It is fairly easy to learn an entry model and use it to scalp for living. All you need is 10 to 20 points, and your day is made. When I went through the discovery stage of my system, I was a complete beginner. Like anyone out there, trading psychology hit my by complete surprise, and it took me a lot of time to work through.
When you work your way through my articles, instructions and courses, you are learning about price action. In the end, the challenge will be to use what you have learned, the parts of it that you truly understand, and apply it to live price action in anticipation of a setup, so that you can compound gains, make a living.
For the vast majority of traders, discipline is a big problem. Once you have a basic understanding of the concepts and models, you will suddenly be tempted to confuse price action with a setup model.
The thing with price action is that the movements are always logical. With your understanding, you will see that price is moving from liquidity pool to liquidity pool, and you will always feel that you missed out when you don’t participate, and this is simply because you recognise what price is doing.
Your Job Description
Your job is to isolate contractions. Setups that allow you to define risk and potential reward. You have to be able to look at price action and say one of three things:
Solid price action, too bad they didn’t give me a setup;
Solid price action, too bad I missed that nice entry setup down there;
Price is setting up my model, so I have plan this trade.

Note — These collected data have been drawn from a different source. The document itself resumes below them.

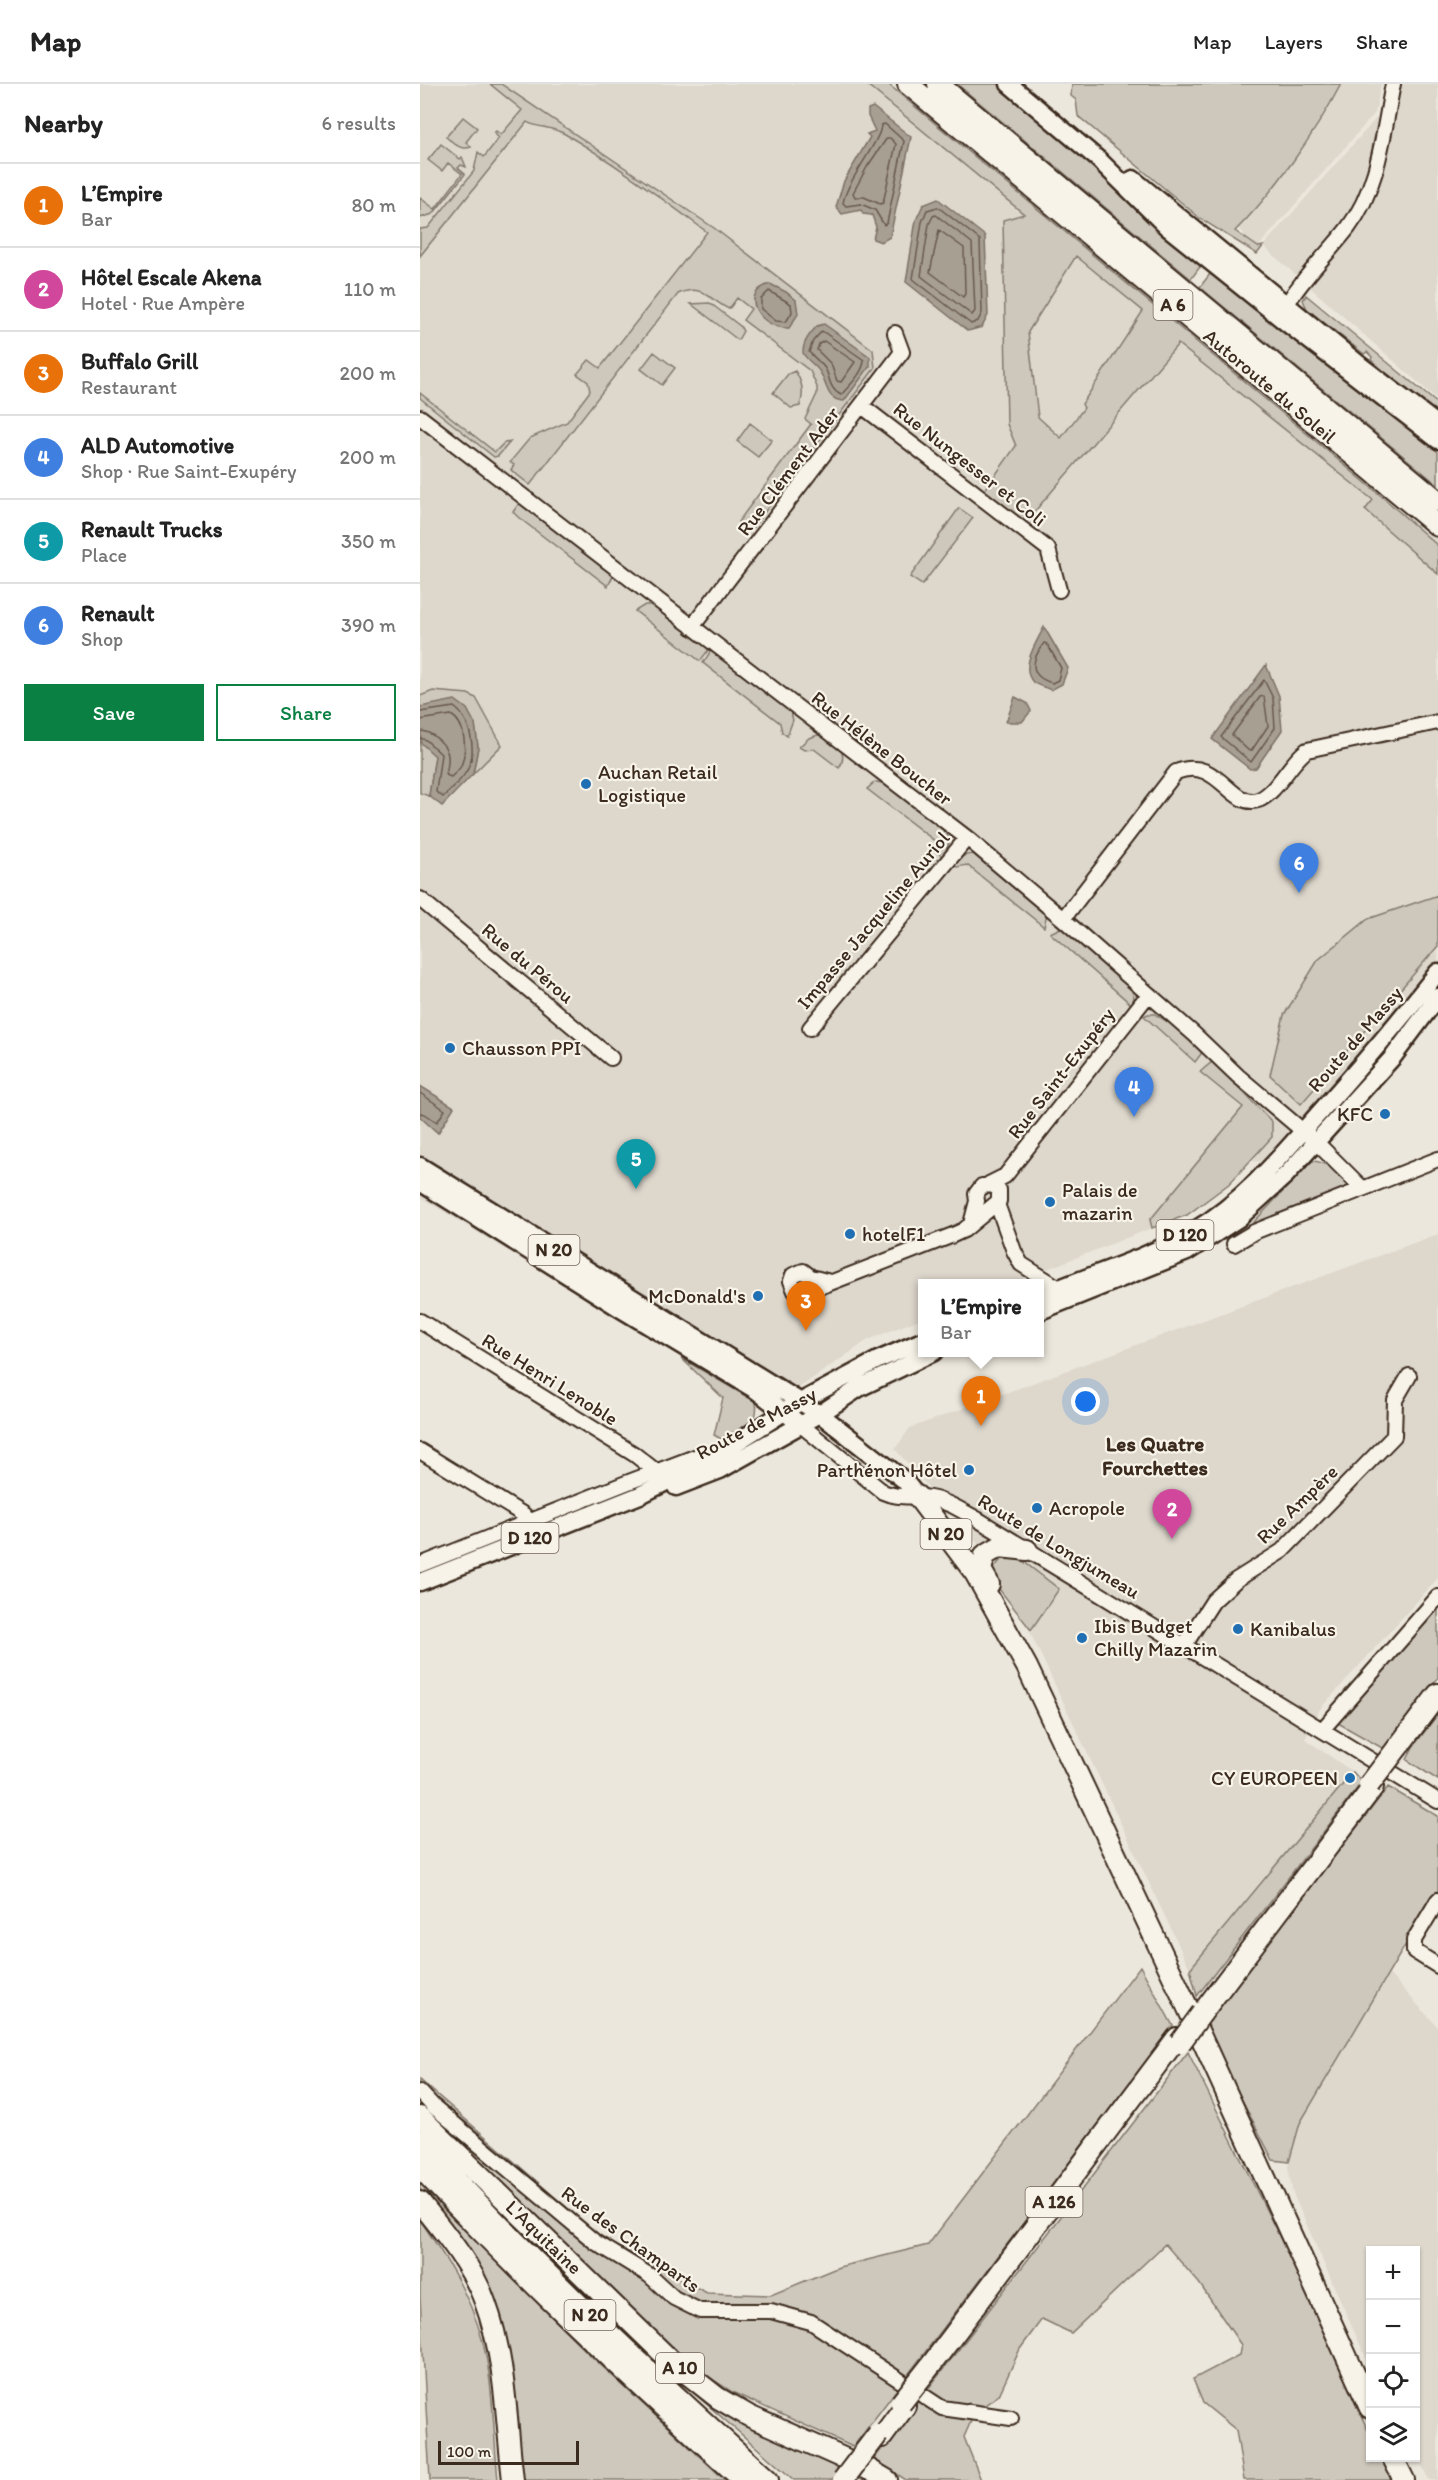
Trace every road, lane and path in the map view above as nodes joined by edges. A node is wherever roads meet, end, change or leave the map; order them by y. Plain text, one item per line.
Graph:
1 (908, 84) edge
2 (938, 84) edge
3 (1009, 84) edge
4 (1019, 84) edge
5 (1393, 84) edge
6 (1287, 304) junction
7 (1298, 331) junction
8 (895, 333) dead end
9 (862, 406) junction
10 (420, 417) edge
11 (1438, 425) edge
12 (1438, 440) edge
13 (1438, 501) edge
14 (1438, 526) edge
15 (1059, 590) dead end
16 (692, 627) junction
17 (1438, 722) edge
18 (967, 838) junction
19 (420, 899) edge
20 (1063, 919) junction
21 (1438, 972) edge
22 (1148, 995) junction
23 (1438, 997) edge
24 (810, 1028) dead end
25 (611, 1058) dead end
26 (1309, 1137) junction
27 (1438, 1159) edge
28 (422, 1170) edge
29 (1362, 1188) junction
30 (994, 1198) junction
31 (977, 1201) junction
32 (971, 1224) junction
33 (1234, 1244) dead end
34 (811, 1277) junction
35 (830, 1282) junction
36 (1059, 1288) junction
37 (807, 1292) junction
38 (1044, 1294) edge
39 (1044, 1309) edge
40 (420, 1321) edge
41 (683, 1339) junction
42 (918, 1343) edge
43 (925, 1357) edge
44 (1409, 1376) dead end
45 (800, 1402) junction
46 (785, 1412) junction
47 (820, 1414) junction
48 (801, 1425) junction
49 (420, 1451) edge
50 (718, 1454) junction
51 (657, 1472) junction
52 (640, 1495) junction
53 (917, 1496) junction
54 (531, 1523) junction
55 (1027, 1550) junction
56 (420, 1565) edge
57 (420, 1582) edge
58 (988, 1596) junction
59 (1438, 1597) edge
60 (1184, 1646) junction
61 (1438, 1694) edge
62 (1438, 1702) edge
63 (1322, 1730) junction
64 (1400, 1749) junction
65 (1438, 1802) edge
66 (1438, 1900) edge
67 (1438, 1965) edge
68 (420, 2092) edge
69 (420, 2117) edge
70 (420, 2141) edge
71 (420, 2167) edge
72 (420, 2202) edge
73 (1366, 2397) edge
74 (1011, 2418) dead end
75 (880, 2435) junction
76 (1395, 2462) edge
77 (513, 2480) edge
78 (742, 2480) edge
79 (768, 2480) edge
80 (843, 2480) edge
81 (849, 2480) edge
82 (887, 2480) edge
83 (1404, 2480) edge

1 - 14 highway, Autoroute du Soleil / A 6
2 - 13 highway, Autoroute du Soleil / A 6
3 - 7 main road
4 - 6 main road
5 - 6 street
6 - 7 street
6 - 11 main road
7 - 12 main road
8 - 9 street, Rue Clément Ader
9 - 15 street, Rue Nungesser et Coli
9 - 16 street, Rue Clément Ader
10 - 16 street, Rue Hélène Boucher
16 - 18 street, Rue Hélène Boucher
17 - 20 street
18 - 20 street, Rue Hélène Boucher
18 - 24 street, Impasse Jacqueline Auriol
19 - 25 street, Rue du Pérou
20 - 22 street, Rue Hélène Boucher
21 - 26 main road, Route de Massy / D 120
22 - 26 street, Rue Hélène Boucher
22 - 30 street, Rue Saint-Exupéry
23 - 26 main road, Route de Massy / D 120
26 - 29 street
26 - 36 main road, Route de Massy / D 120
26 - 39 main road, Route de Massy / D 120
27 - 29 street
28 - 41 main road, N 20
29 - 33 street
30 - 31 street
30 - 31 street
30 - 32 street, Rue Saint-Exupéry
30 - 36 street
31 - 32 street
32 - 35 street, Rue Saint-Exupéry
34 - 35 street
34 - 37 street
34 - 37 street
35 - 37 street, Rue Saint-Exupéry
36 - 38 main road, Route de Massy / D 120
40 - 51 street, Rue Henri Lenoble
41 - 45 main road, N 20
41 - 46 main road, N 20
42 - 45 main road, Route de Massy / D 120
43 - 47 main road, Route de Massy / D 120
44 - 60 street, Rue Ampère
45 - 46 main road, Route de Massy / D 120
45 - 47 main road, N 20
46 - 48 main road, N 20
46 - 50 main road, Route de Massy / D 120
47 - 48 main road, Route de Massy / D 120
47 - 53 main road, N 20
48 - 52 main road, Route de Massy / D 120
48 - 53 street, N 20
49 - 54 street
50 - 51 street, Route de Massy
50 - 52 main road, Route de Massy / D 120
51 - 54 street, Route de Massy
52 - 57 main road, D 120
53 - 55 street, Route de Longjumeau
53 - 58 highway, N 20
54 - 56 street, Route de Massy
55 - 58 highway
55 - 60 street, Route de Longjumeau
58 - 73 highway
59 - 63 street
60 - 63 street, Route de Longjumeau
61 - 64 highway, A 126
62 - 64 highway, A 126
63 - 65 street, Route de Longjumeau
64 - 75 highway, A 126, bridge
66 - 67 street
68 - 74 street, Rue des Champarts
69 - 82 highway, L'Aquitaine / A 10
70 - 79 highway, N 20
71 - 78 highway, N 20
72 - 77 highway
75 - 80 highway, A 126, bridge
75 - 81 highway, A 126
76 - 83 highway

You will only prepare to trade in one of these three situations. Anything else means your job is to wait.
Then when you do get an entry, your job is to hit the entry immediately when it triggers. Hesitation is fear of uncertainty and skews risk/reward. There is no question. If your model sets up, you HAVE to take the entry immediately when it triggers, and then risk 1R, and wait to see what the market gives you.
Discipline is Key - Avoid Going Full Tilt
The biggest problem for beginners, is the focus on the money. Losing is killing, but you can’t engage the markets without taking losses. You have to set rules for yourself. You are no exception if you go tilt when you take a loss. You have to be able to walk away - and I know how tough that is.
The process that leads you to go tilt starts with the inability to wait for a setup model that you understand. Let that sink in. Your job is to wait for a contraction to define risk, and then take the trade if it sets up and triggers.
Once you are in a trade, the rules say to wait for 1R for partials, then scalp or swing runners. The same fear of uncertainty that causes you to hesitate during entries will lead you to take partials too soon. If you are scared, you will end up entering late and exiting early. You can never become successful this way.
You have to trust the system and ignore your emotions;
You have to wait for your setup model;
You have to execute in line with the parameters;
You take the wins, and you take the losses.
If you follow the rules, your wins will make 1R or more and your losses will lose 1R, no more. Over time, your account grows.
Now, this is the only way to achieve that. The problem is, when you start out, you will make mistakes. While you are solving your psychology, you will get it wrong. If you consistently enter too early, or if you consistently enter too late, or break system rules elsewhere - either because you are inexperienced and practising, or because you lack discipline, you will lock yourself in break-even prison.
Break-even is a good state to be in. You are practising, you are learning. You have to journal, reflect, and understand where your issues are. Is it in the entry, is it in the waiting, is it that you engage because you talk to the chart (and don’t wait for a solid setup), whatever it is, you have to accept that you won’t achieve consistent profitability before you solve these issues.
I can tell you from experience, that if you only wait for the high probability entry models to set up, you will take only one or two trades per day, and if you have a full time job, you will miss most of them. You’ll have to accept that. All I can tell you is that waiting for the high probability model and then scalping for 1R, 2R, this will grow you account and your confidence.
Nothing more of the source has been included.